否定してあげればよかった。どんなに兄さんが壊れても、早い段階なら傷は浅くて済むかもしれなかった。でも、僕がそれをできなかったのは――僕が臆病者だからだ。
兄さんは今でも母が帰ってくると思っている。僕はそれを明確に否定はしない。何故なら、僕も心の奥底ではあれは夢で、母は出て行っただけだと思いたい気持ちがあるからだ。あのむせ返るような臭いも、血にまみれた髪も、あの震える手も、あの男の笑みも。そしてこのこみあげてくる感情さえ幻だと思いたい。
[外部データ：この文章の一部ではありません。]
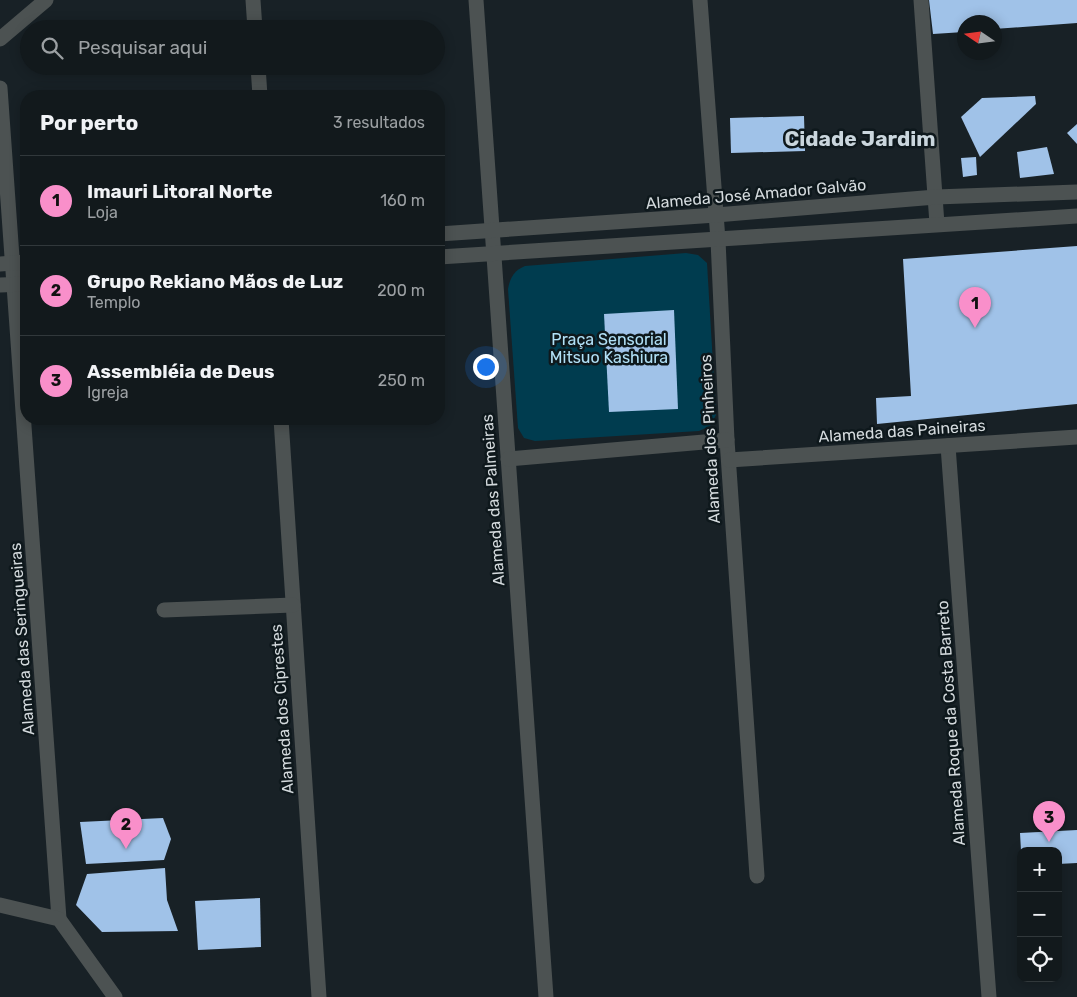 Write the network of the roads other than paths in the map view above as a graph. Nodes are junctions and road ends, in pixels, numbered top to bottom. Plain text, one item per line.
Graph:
1 (46, 0) edge
2 (253, 0) edge
3 (476, 0) edge
4 (700, 0) edge
5 (921, 0) edge
6 (22, 20) edge
7 (254, 20) edge
8 (20, 22) edge
9 (0, 39) edge
10 (259, 75) edge
11 (0, 88) edge
12 (260, 90) edge
13 (1077, 192) edge
14 (936, 197) junction
15 (716, 215) junction
16 (1077, 216) edge
17 (937, 224) junction
18 (492, 231) junction
19 (445, 234) edge
20 (718, 240) junction
21 (494, 254) junction
22 (445, 257) edge
23 (13, 263) edge
24 (13, 285) edge
25 (20, 381) edge
26 (23, 425) edge
27 (281, 425) edge
28 (1077, 437) edge
29 (727, 440) junction
30 (948, 446) junction
31 (508, 459) junction
32 (728, 460) junction
33 (293, 605) junction
34 (164, 610) dead end
35 (757, 876) dead end
36 (0, 905) edge
37 (59, 919) junction
38 (115, 997) edge
39 (319, 997) edge
40 (546, 997) edge
41 (989, 997) edge

1 - 6 street
2 - 7 street
3 - 18 street, Alameda das Palmeiras
4 - 15 street, Alameda dos Pinheiros
5 - 14 street
8 - 9 street
10 - 12 street
11 - 23 street, Alameda das Seringueiras
13 - 14 street, Alameda José Amador Galvão
14 - 15 street, Alameda José Amador Galvão
14 - 17 street
15 - 18 street, Alameda José Amador Galvão
15 - 20 street, Alameda dos Pinheiros
16 - 17 street
17 - 20 street
18 - 19 street, Alameda José Amador Galvão
18 - 21 street, Alameda das Palmeiras
20 - 21 street
20 - 29 street, Alameda dos Pinheiros
21 - 22 street
21 - 31 street, Alameda das Palmeiras
23 - 24 street, Alameda das Seringueiras
24 - 25 street, Alameda das Seringueiras
26 - 37 street, Alameda das Seringueiras
27 - 33 street, Alameda dos Ciprestes
28 - 30 street, Alameda das Paineiras
29 - 31 street
29 - 32 street, Alameda dos Pinheiros
30 - 32 street, Alameda das Paineiras
30 - 41 street, Alameda Roque da Costa Barreto
31 - 40 street, Alameda das Palmeiras
32 - 35 street, Alameda dos Pinheiros
33 - 34 street
33 - 39 street, Alameda dos Ciprestes
36 - 37 street
37 - 38 street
―I have a grudge against the father now―
父親視点で考えてみたら、四歳の幼子が何を言ったところで信じられるわけがないと思ったのだろう。ましてや僕らは村八分で、僕がいじめられていることも父さんは知っている。村の人間は頼れない。そして何より、僕が兄さんのことを考えて真実を話せないことも見抜いていたはずだ。何より、全てアイツの手のひらの上だというのが気に食わない。
「ゼクスさんゼクスさん、難しい顔してどうしたんですか? 悩み事ですか?」
「オレガノちゃん? あれ、ノインと山菜とりに行ったんじゃなかった?」
「ははは、何を言ってるんだゼクス!もう夕暮れだぞ!」
どうやら随分昔のことを考えていたらしい。一日をあの男のことで潰すのは癪だと思い、兄さん――ノインに向き直る。母さん譲りの金色に近い茶色の髪。そしてあの男と同じ金色の瞳。ノインが父親のような冒険者になる、と言うたびにあの夜の父親の瞳が彼に重なる。それがたまらなく嫌だった。
「じゃあ料理するから待ってて。オレガノちゃんとノインは手伝い禁止。理由は危ないのと味覚音痴だから」
「いやいや! ゼクスばかりに押し付けるのはよくない! 食事は俺とゼクスの当番制だといっただろう!」
「お願いだから理由を聞いてよ!! 味覚音痴が一番怖いの! この前作った料理だって塩辛くて食べれたもんじゃなかったし!」
「お二人とも、喧嘩しないでください……」
「喧嘩じゃないよ!? お願いだから泣かないで! 大丈夫だからね?」
「ははははは! おぅちゃんは泣き虫だなぁ!」
「ノインはちょっと黙ってて!」
一連の流れを終えてぜえはあと息をつく。このオレガノちゃんという子はかなり感情のふり幅が大きく、ちょっとしたことで泣き出すしノインはノインで相変わらず人の言うことをちゃんと聞かないポジティブシンキング野郎だけど――それでも僕は、あの男のいた日々よりは今の日常の方がだいぶマシだと思っている。